Step two here is to set up Python, since that’s the language I use, but I’m certain this may be done with R and other langauges (in fact, this entire blog is written in Quarto, which the action must install before working with each post). Note how we specify the version of Python here, too. We then install pip and the requirements that the Python code needs to run the scrape.

    - name: Set up Python
      uses: actions/setup-python@v4
      with:
        python-version: '3.9'

    - name: Install dependencies
      run: |
        python -m pip install --upgrade pip
        pip install -r requirements.txt

Now, we simply run the code, which is no different practically speaking from running the code from our command line.
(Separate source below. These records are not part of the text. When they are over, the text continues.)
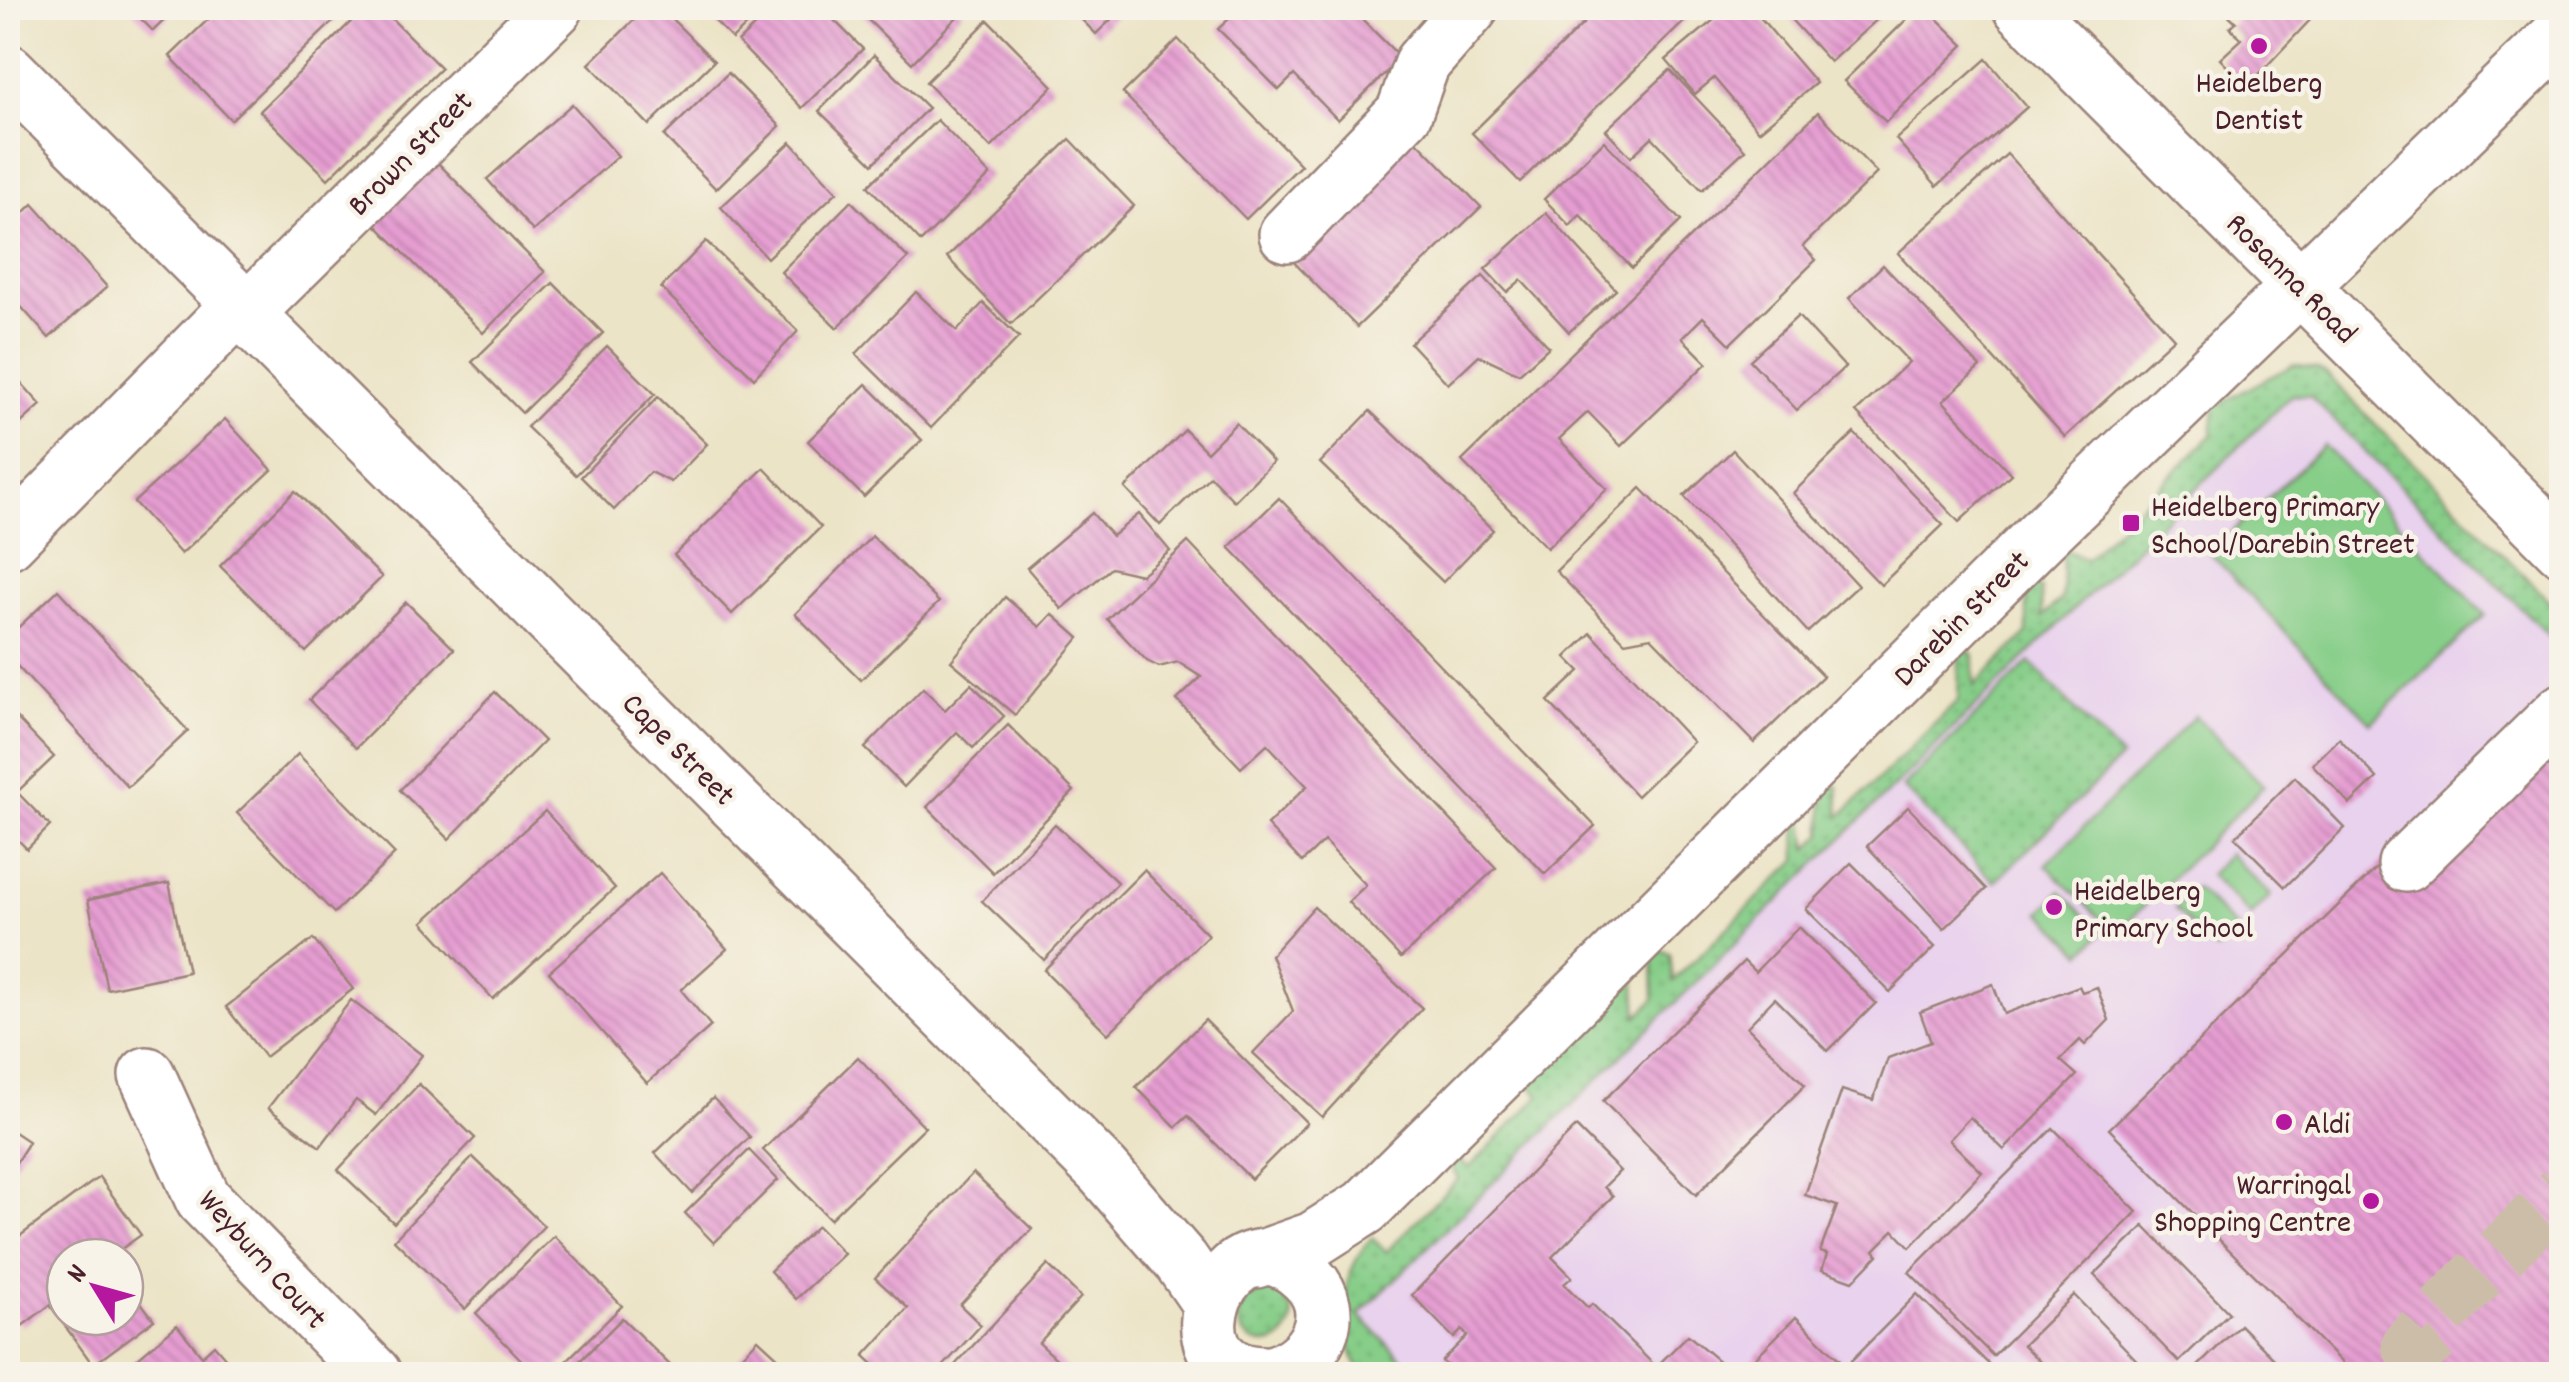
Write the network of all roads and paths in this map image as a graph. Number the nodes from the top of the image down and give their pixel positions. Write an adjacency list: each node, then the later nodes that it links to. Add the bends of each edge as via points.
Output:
1 (555, 8): 8 (main road, Brown Street)
2 (1470, 8): 6 (main road, via 1422,63 1404,113)
3 (2022, 8): 7 (main road, Rosanna Road)
4 (2562, 33): 7 (main road, Darebin Street)
5 (8, 72): 8 (main road, Cape Street)
6 (1287, 234)
7 (2302, 286): 10 (main road, Rosanna Road); 15 (main road, Darebin Street)
8 (242, 309): 9 (main road, Brown Street); 14 (main road, Cape Street)
9 (8, 542)
10 (2562, 548)
11 (2562, 712): 12 (main road)
12 (2406, 864)
13 (147, 1075): 19 (main road, Weyburn Court, via 203,1199)
14 (1103, 1171): 16 (main road, Cape Street); 18 (main road, Cape Street, via 1181,1261)
15 (1365, 1208): 16 (main road, Darebin Street, via 1313,1240); 17 (main road, Darebin Street, via 1336,1266)
16 (1252, 1262): 17 (main road, Cape Street, via 1290,1265 1305,1276); 18 (main road, via 1224,1277)
17 (1323, 1316): 22 (main road, Darebin Street, via 1314,1348 1302,1362); 23 (main road)
18 (1201, 1337): 20 (main road, Cape Street)
19 (373, 1374)
20 (1254, 1374): 21 (main road)
21 (1262, 1374)
22 (1271, 1374)
23 (1342, 1374)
Note that how the file is defined within a driectory, which must be specified if the python file is not at the root (different ways of doing this).


    - name: Run gas scraper
      run: |
        python "City Scrape/cityscrape.py"

Next, I make the directory for the data if it does not exist.


    - name: Ensure directory exists
      run: |
        mkdir -p "City Scrape/Data/"

And finally, we commit the csv file my code creates to the directory at the repo. We use the Github Actions bot to do the commit. If there are no changes between any of the files before and after committing, we don’t add them and then the job ends (this is what happens if I try to run the action after it’s ran already that day). If not, the files are pushed. In my case, the files are named things like City_2025-01-31.csv. These files are staged, or prepared for being committed, with the addition of the commit message that I’m updating the data for that day. Then we push them to the directory of interest, and then job complete.

    - name: Commit and push updated CSV to repository
      run: |
        git config --global user.name "GitHub Actions"
        git config --global user.email "github-actions[bot]@users.noreply.github.com"
        
        # Check if there are changes before committing
        if git diff --quiet && git diff --staged --quiet; then
          echo "No changes detected, skipping commit."
          exit 0
        fi
        
        git add "City Scrape/Data/City_*.csv"
        git commit -m "Update gas prices data for $(date +'%Y-%m-%d')"
        git push https://x-access-token:${{ secrets.GITHUB_TOKEN }}@github.com/${{ github.repository }}.git HEAD:main
      env:
        GITHUB_TOKEN: ${{ secrets.GITHUB_TOKEN }}

The real value of this is not the data I’m scraping (unless you’re a fuel economist/policy scholar). The value is that this job runs independent of my will. I do not have to be at my computer for this to run. I do not need to worry about whether my computer has power or whether I’m home to personally oversee it. The value here is that I’ve manually gotten my computer to do a specific task every single day, the correct way (assuming you’ve coded everything right!!!), every time. Of course, this job is so insignificant such that I did not feel the need to run additional safechecks (say AAA’s site is down, I could have the action restart in 6 hours, or have it curl the website on the hour until it does respond), but obviously you can do plenty more here if the task matters enough. This is also a very partial list of what may be done. You can also place lots of parameters around your actions that may make life easier, or employ pre-commit hooks which can do checks for the quality of the code and other tasks before anything is committed, which will fail if they are not satisfied.

Also, it’s worth noting that Actions may run in conjunction with cloud computing for larger-scale jobs. So, if you’re a policy researcher, and your org uses Github but not using Actions for all kinds of process automation tasks, these provide a very useful tool to handle repetitive actions that free up your time to do other things. After all, a key benefit of script is to automate the boring stuff, provided that we’ve automated our tasks correctly.